Dass er als Internet-Abonnent morgens die Tageszeitung am Notebook (kleiner tragbarer Computer) liest und dass ihm dabei zwei seiner Kinder (10, 11) gerne über die Schulter schauen, schreibt mir ein besorgter Internet-Kunde aus Bad Neustadt. Es handelt sich bei ihm also um einen jener fortschrittlichen Zeitgenossen, von denen es immer mehr gibt. Sie informieren sich regelmäßig online, hier über www.mainpost.de
Der Neustädter beklagt eine Situation, die speziell im Internet anzutreffen ist: „Leider wird in den letzten Monaten auf ihrer Startseite (also unter mainpost.de) zunehmend erotisches, teilweise pornografisches Material in den Vordergrund gerückt, welches Jugendlichen und Kindern wohl so nicht gezeigt werden kann.“
Der Mann räumt ein, Pornografie sei Definitionssache. Ich ergänze, dass die Grenzen zwar fließend sein mögen, dass aber unter www.mainpost.de keine Pornografie zu finden ist, dass dort keine sittenwidrigen Bilder oder Filme zur Schau gestellt werden. Das ist für ein seriöses Medienhaus Gesetz. Unbestritten sollte aber sein: Nackte Körper alleine sind weder pornografisch noch sittenwidrig.
Wir wissen, dass traditionelle Zeitungsleser über die gewöhnungsbedürftig offenen Verhältnisse im weltweiten Netz staunen. Hier darf man auch im Portal unseres Medienhauses mal Aktaufnahmen anklicken. Über Ästhetik lässt sich der Anspruch unserer Zeitungsmarke mit der freizügigen Welt des Nets in Einklang bringen.
Dennoch will der Mann aus Bad Neustadt neben anderen Seiten nun die der Main-Post für seine Kinder sperren. Denn die schauen ihm nicht nur über die Schulter, die gehen auch selbstständig ran. Vorwiegend wegen der Sportergebnisse.
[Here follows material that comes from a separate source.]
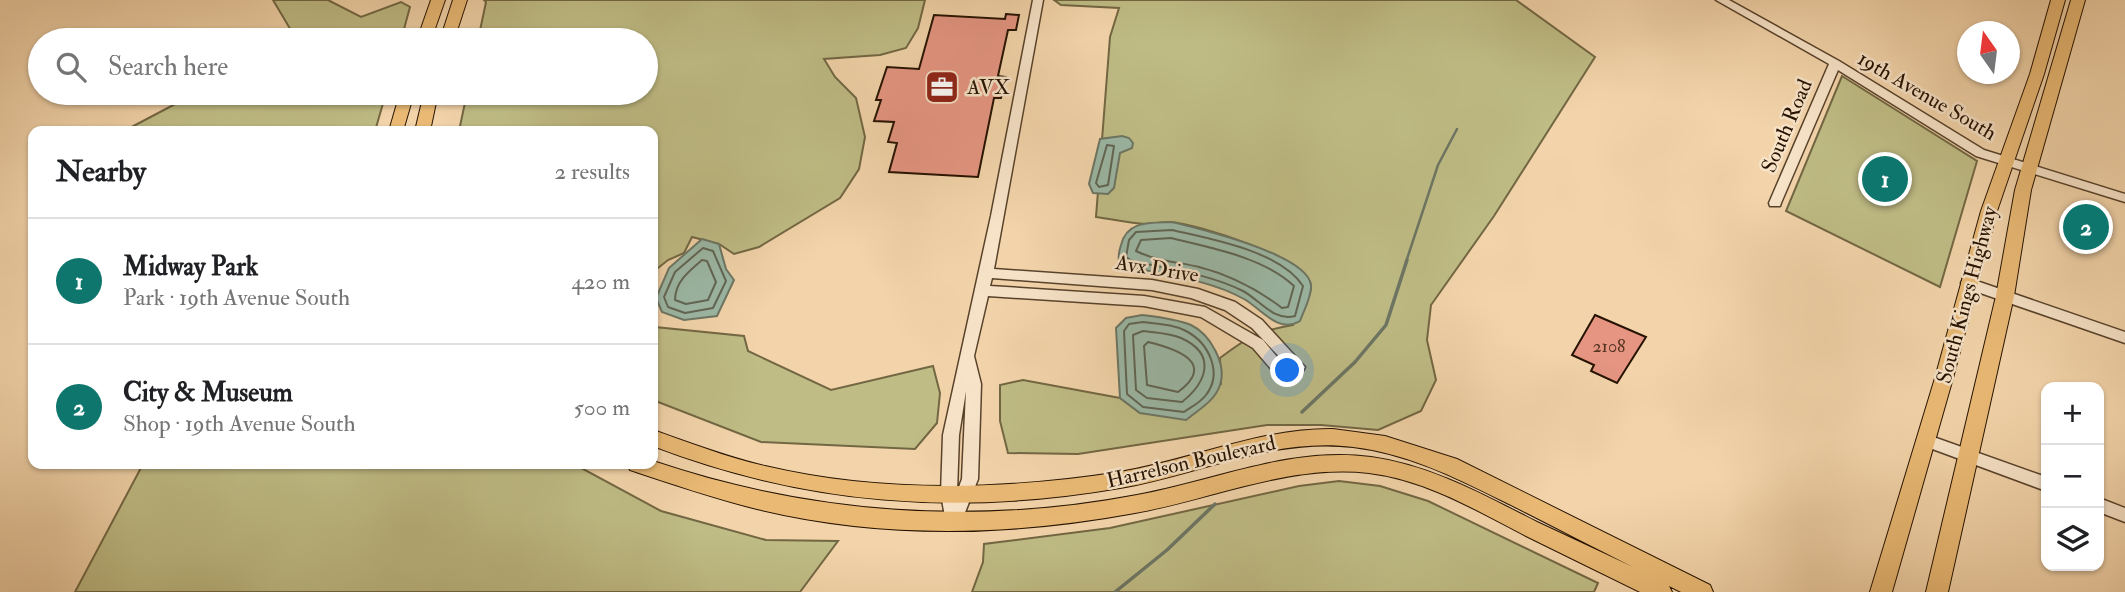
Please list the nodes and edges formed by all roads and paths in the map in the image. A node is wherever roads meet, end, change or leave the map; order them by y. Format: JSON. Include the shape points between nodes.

Ich respektiere die Sperre des Erziehungsberechtigten, rate selbst jedoch zur Offenheit. Die hilft in Schule und Elternhaus, um kompetenten Umgang mit Medien zu lernen. Weil die sich ständig mit dem Kommunikationsverhalten der Menschen verändern müssen, ist das heute wichtiger denn je.
Leider bewahrt kein Inhaltsblocker davor, dass Kinder auf Darstellungen stoßen, die Moralgrenzen überschreiten – vor allem im Internet. Wirksamste Vorbeugung war und ist Medienerziehung. Das weiß man bei der Main-Post seit Jahren. Es bedurfte dazu nicht erst der Erotik. „KLASSE!“-Projekte, mit denen unser Haus pro Schuljahr nahezu 30 000 Schüler mit ihren Produkten erreicht, machen fit für den Umgang mit Medien. „Pfiffikus“ spricht den Nachwuchs bereits in den Kindergärten der Region an.
Zurück zum Problem des Vaters mit Erotik. Selbst wenn sie neben dem aktuellen lokalen, regionalen und weltweiten Angebot von mainpost.de verschwindend ist, sollte man wissen, dass sie trotzdem starke Anziehungskraft ausübt. Das unterscheidet sie unter anderem messbar von politischen Beiträgen, die deutlich weniger genutzt werden. Wir bedauern das, obwohl in erotischer Nachbarschaft sogar Politikinteresse ansteigt.
Der Effekt wäre zu billig, um Konzept zu sein. Das könnte sogar die Kultur der Erotik beschädigen. Die gehört zur Geschichte des Menschen. Wissen darüber steckt auch im Net, so im Lexikon Wikipedia. Dort heißt es zur Erotik: „Schon die Philosophie im alten Griechenland postulierte die Notwendigkeit einer Einheit von Körper, Geist und Seele, damit der Mensch mit sich selbst im Einklang sei.“
Ich hoffe, dass es nicht nur dem Vater aus Bad Neustadt gelingt, sich und seine Kinder mit Medien und Erotik in Einklang zu bringen. Mündige Kunden sind auch in Zukunft wichtig.